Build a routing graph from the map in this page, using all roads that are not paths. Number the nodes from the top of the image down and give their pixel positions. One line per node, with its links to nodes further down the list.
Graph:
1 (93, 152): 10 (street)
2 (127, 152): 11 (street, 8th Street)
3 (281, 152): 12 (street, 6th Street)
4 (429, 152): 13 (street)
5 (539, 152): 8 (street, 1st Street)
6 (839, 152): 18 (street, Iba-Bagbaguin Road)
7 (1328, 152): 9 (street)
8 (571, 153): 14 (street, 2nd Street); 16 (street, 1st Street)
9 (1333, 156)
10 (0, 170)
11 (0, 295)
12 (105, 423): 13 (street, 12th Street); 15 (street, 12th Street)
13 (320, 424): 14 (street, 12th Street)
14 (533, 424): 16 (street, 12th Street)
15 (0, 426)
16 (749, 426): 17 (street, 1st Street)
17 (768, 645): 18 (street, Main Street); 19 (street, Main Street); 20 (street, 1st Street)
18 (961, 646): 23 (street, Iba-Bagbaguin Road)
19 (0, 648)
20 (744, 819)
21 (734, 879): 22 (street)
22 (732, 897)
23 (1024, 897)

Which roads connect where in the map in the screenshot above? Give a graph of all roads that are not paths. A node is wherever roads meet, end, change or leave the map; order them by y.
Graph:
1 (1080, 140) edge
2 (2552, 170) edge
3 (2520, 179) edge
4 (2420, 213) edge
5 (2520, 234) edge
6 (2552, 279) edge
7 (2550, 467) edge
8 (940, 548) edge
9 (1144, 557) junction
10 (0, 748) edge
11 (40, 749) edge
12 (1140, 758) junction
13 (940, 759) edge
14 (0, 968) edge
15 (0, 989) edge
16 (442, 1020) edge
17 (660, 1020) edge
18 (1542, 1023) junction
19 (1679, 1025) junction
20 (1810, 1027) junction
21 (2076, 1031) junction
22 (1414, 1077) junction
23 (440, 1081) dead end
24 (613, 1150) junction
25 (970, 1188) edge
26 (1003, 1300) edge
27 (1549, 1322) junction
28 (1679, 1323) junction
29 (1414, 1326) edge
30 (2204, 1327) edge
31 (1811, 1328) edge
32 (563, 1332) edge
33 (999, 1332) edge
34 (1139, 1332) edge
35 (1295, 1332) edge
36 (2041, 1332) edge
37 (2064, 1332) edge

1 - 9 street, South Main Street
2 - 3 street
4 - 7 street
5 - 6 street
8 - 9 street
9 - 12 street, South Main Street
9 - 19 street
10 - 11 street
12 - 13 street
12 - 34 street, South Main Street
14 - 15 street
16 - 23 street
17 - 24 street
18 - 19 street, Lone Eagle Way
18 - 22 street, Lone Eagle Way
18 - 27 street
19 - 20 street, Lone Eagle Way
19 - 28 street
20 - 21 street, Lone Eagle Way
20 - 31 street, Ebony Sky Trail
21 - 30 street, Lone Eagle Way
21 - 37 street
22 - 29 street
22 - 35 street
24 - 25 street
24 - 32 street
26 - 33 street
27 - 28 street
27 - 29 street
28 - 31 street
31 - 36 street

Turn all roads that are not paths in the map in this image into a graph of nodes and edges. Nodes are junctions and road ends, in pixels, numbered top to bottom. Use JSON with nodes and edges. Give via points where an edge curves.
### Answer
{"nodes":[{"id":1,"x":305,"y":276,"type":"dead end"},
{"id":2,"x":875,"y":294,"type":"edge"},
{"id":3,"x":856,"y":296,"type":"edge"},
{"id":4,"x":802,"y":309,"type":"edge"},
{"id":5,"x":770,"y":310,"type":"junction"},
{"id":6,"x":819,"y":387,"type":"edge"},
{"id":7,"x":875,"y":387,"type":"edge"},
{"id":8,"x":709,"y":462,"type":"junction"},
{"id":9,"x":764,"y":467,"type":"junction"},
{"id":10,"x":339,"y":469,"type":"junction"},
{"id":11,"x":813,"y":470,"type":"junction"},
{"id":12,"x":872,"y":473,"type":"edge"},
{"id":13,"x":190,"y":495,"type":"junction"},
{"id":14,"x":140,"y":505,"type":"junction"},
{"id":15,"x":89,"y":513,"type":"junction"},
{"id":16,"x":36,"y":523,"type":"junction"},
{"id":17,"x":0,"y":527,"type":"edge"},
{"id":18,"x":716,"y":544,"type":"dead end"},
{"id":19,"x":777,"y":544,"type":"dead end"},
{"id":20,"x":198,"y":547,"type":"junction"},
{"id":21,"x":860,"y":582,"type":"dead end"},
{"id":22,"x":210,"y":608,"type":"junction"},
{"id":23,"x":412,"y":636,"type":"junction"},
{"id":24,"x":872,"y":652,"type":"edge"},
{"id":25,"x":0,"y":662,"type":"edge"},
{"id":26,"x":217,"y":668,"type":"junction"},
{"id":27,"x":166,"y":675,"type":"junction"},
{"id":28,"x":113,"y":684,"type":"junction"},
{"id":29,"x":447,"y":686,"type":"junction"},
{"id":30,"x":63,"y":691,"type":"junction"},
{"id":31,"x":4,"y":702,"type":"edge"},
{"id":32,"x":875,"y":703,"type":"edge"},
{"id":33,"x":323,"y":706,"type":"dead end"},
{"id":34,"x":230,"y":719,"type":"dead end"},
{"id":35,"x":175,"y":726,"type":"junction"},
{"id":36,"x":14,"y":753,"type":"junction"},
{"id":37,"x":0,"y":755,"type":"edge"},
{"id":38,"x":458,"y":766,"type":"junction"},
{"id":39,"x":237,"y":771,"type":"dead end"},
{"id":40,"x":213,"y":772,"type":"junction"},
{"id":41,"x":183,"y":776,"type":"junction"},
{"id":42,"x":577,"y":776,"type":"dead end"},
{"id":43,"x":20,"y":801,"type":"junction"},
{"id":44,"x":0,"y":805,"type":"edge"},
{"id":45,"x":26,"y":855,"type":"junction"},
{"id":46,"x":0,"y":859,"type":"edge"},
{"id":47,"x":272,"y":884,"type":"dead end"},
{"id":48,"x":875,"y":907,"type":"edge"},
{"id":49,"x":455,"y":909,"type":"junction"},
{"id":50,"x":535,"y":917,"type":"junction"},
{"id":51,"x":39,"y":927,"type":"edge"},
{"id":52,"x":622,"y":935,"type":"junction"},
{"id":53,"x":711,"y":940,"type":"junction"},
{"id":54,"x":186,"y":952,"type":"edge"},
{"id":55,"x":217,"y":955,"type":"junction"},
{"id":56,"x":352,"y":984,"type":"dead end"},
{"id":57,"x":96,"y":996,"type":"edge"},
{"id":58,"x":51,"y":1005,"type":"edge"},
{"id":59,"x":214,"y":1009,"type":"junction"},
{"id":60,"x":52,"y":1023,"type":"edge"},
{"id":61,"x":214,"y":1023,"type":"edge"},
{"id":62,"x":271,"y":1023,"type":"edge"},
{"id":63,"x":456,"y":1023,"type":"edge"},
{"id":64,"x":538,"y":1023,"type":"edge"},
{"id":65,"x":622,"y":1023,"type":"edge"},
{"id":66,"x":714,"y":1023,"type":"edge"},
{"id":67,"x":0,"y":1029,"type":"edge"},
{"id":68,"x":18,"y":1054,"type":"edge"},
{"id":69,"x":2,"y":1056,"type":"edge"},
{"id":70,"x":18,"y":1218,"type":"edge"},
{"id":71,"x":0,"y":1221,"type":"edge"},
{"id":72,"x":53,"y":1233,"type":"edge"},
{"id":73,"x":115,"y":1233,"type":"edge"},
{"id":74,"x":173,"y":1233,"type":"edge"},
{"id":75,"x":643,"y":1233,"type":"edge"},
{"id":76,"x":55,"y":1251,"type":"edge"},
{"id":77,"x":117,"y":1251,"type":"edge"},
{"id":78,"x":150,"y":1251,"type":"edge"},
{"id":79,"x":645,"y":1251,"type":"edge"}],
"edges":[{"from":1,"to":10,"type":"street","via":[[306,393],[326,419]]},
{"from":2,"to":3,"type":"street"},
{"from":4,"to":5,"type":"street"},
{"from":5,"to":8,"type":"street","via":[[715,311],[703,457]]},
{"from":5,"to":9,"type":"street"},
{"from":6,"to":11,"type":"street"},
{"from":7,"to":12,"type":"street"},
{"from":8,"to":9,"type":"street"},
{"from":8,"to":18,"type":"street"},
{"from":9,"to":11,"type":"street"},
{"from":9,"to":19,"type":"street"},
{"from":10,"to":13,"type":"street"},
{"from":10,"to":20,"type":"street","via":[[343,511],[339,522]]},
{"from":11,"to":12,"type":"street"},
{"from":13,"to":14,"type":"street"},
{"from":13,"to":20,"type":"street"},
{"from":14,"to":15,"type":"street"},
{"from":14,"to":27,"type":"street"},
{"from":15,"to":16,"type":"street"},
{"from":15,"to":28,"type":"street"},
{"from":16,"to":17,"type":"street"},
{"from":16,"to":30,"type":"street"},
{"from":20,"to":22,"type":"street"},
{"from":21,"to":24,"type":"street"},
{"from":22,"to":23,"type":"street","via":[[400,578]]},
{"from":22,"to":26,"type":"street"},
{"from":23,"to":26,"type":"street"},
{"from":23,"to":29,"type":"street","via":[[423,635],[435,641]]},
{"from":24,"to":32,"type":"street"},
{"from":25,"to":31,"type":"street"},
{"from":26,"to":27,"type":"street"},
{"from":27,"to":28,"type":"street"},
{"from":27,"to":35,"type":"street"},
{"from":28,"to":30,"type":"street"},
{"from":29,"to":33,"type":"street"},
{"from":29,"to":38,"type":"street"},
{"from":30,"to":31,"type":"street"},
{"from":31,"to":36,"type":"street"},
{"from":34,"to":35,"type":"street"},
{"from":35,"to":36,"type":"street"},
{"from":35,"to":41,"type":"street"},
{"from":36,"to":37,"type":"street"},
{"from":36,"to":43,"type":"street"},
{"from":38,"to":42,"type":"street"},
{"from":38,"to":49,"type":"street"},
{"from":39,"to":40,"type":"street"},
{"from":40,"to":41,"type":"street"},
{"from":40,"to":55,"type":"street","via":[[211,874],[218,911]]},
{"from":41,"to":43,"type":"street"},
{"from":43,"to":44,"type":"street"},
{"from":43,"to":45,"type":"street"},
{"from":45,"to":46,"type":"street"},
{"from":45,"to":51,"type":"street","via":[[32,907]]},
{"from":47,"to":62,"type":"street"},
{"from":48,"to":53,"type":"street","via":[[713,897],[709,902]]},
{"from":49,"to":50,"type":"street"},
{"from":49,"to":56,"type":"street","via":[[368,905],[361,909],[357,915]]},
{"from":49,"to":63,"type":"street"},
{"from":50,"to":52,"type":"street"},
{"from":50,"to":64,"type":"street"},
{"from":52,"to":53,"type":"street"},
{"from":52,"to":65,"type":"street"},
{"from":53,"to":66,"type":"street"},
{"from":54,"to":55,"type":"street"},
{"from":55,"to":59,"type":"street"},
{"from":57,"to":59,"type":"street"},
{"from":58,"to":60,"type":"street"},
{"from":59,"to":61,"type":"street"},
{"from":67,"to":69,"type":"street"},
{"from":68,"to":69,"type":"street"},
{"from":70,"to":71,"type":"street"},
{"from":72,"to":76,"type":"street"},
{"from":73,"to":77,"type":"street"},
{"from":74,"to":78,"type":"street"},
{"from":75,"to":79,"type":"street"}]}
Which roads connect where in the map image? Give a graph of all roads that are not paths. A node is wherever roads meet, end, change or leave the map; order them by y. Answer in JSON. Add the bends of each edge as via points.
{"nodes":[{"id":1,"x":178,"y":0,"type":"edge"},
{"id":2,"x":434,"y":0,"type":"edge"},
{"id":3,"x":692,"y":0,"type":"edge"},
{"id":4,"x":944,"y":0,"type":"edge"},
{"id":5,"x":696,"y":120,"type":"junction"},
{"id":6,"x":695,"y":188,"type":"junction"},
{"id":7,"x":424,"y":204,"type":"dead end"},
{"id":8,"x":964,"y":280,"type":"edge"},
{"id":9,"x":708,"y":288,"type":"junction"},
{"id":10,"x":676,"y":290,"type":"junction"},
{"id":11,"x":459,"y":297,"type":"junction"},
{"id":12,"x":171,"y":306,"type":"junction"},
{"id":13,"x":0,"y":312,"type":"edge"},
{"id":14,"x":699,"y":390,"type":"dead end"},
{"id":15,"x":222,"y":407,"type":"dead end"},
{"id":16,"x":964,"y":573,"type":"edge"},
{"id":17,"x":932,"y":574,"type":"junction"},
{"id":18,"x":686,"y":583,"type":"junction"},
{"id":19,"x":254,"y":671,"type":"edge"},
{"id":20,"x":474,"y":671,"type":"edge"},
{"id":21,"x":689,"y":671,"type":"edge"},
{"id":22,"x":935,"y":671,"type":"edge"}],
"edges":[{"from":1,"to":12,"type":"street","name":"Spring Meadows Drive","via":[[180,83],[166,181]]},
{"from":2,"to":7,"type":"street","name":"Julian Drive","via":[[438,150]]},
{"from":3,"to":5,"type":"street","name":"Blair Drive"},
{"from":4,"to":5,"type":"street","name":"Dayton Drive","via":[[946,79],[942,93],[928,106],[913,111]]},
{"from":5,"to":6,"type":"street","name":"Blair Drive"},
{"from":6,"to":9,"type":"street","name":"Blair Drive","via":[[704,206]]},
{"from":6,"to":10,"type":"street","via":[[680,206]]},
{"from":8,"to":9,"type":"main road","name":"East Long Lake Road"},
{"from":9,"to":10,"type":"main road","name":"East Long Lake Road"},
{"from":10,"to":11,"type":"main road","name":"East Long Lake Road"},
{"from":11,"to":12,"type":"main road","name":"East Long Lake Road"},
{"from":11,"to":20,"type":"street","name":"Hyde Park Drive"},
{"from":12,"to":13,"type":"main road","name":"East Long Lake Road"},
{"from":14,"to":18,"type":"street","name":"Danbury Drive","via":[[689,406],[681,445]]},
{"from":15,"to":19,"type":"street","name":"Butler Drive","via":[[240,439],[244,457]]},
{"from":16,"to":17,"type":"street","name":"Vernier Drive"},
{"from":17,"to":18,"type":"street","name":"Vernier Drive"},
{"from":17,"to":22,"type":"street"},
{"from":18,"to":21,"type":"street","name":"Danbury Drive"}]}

● ● ● ●

## Required work
Above are the records; repeat exactly the lines from the one holding "Which roads connect where in the map in" down to the one holding "Turn all roads", end lines included.

## Answer to this exercise
Which roads connect where in the map in the screenshot above? Give a graph of all roads that are not paths. A node is wherever roads meet, end, change or leave the map; order them by y.
Graph:
1 (1080, 140) edge
2 (2552, 170) edge
3 (2520, 179) edge
4 (2420, 213) edge
5 (2520, 234) edge
6 (2552, 279) edge
7 (2550, 467) edge
8 (940, 548) edge
9 (1144, 557) junction
10 (0, 748) edge
11 (40, 749) edge
12 (1140, 758) junction
13 (940, 759) edge
14 (0, 968) edge
15 (0, 989) edge
16 (442, 1020) edge
17 (660, 1020) edge
18 (1542, 1023) junction
19 (1679, 1025) junction
20 (1810, 1027) junction
21 (2076, 1031) junction
22 (1414, 1077) junction
23 (440, 1081) dead end
24 (613, 1150) junction
25 (970, 1188) edge
26 (1003, 1300) edge
27 (1549, 1322) junction
28 (1679, 1323) junction
29 (1414, 1326) edge
30 (2204, 1327) edge
31 (1811, 1328) edge
32 (563, 1332) edge
33 (999, 1332) edge
34 (1139, 1332) edge
35 (1295, 1332) edge
36 (2041, 1332) edge
37 (2064, 1332) edge

1 - 9 street, South Main Street
2 - 3 street
4 - 7 street
5 - 6 street
8 - 9 street
9 - 12 street, South Main Street
9 - 19 street
10 - 11 street
12 - 13 street
12 - 34 street, South Main Street
14 - 15 street
16 - 23 street
17 - 24 street
18 - 19 street, Lone Eagle Way
18 - 22 street, Lone Eagle Way
18 - 27 street
19 - 20 street, Lone Eagle Way
19 - 28 street
20 - 21 street, Lone Eagle Way
20 - 31 street, Ebony Sky Trail
21 - 30 street, Lone Eagle Way
21 - 37 street
22 - 29 street
22 - 35 street
24 - 25 street
24 - 32 street
26 - 33 street
27 - 28 street
27 - 29 street
28 - 31 street
31 - 36 street

Turn all roads that are not paths in the map in this image into a graph of nodes and edges. Nodes are junctions and road ends, in pixels, numbered top to bottom. Use JSON with nodes and edges. Give via points where an edge curves.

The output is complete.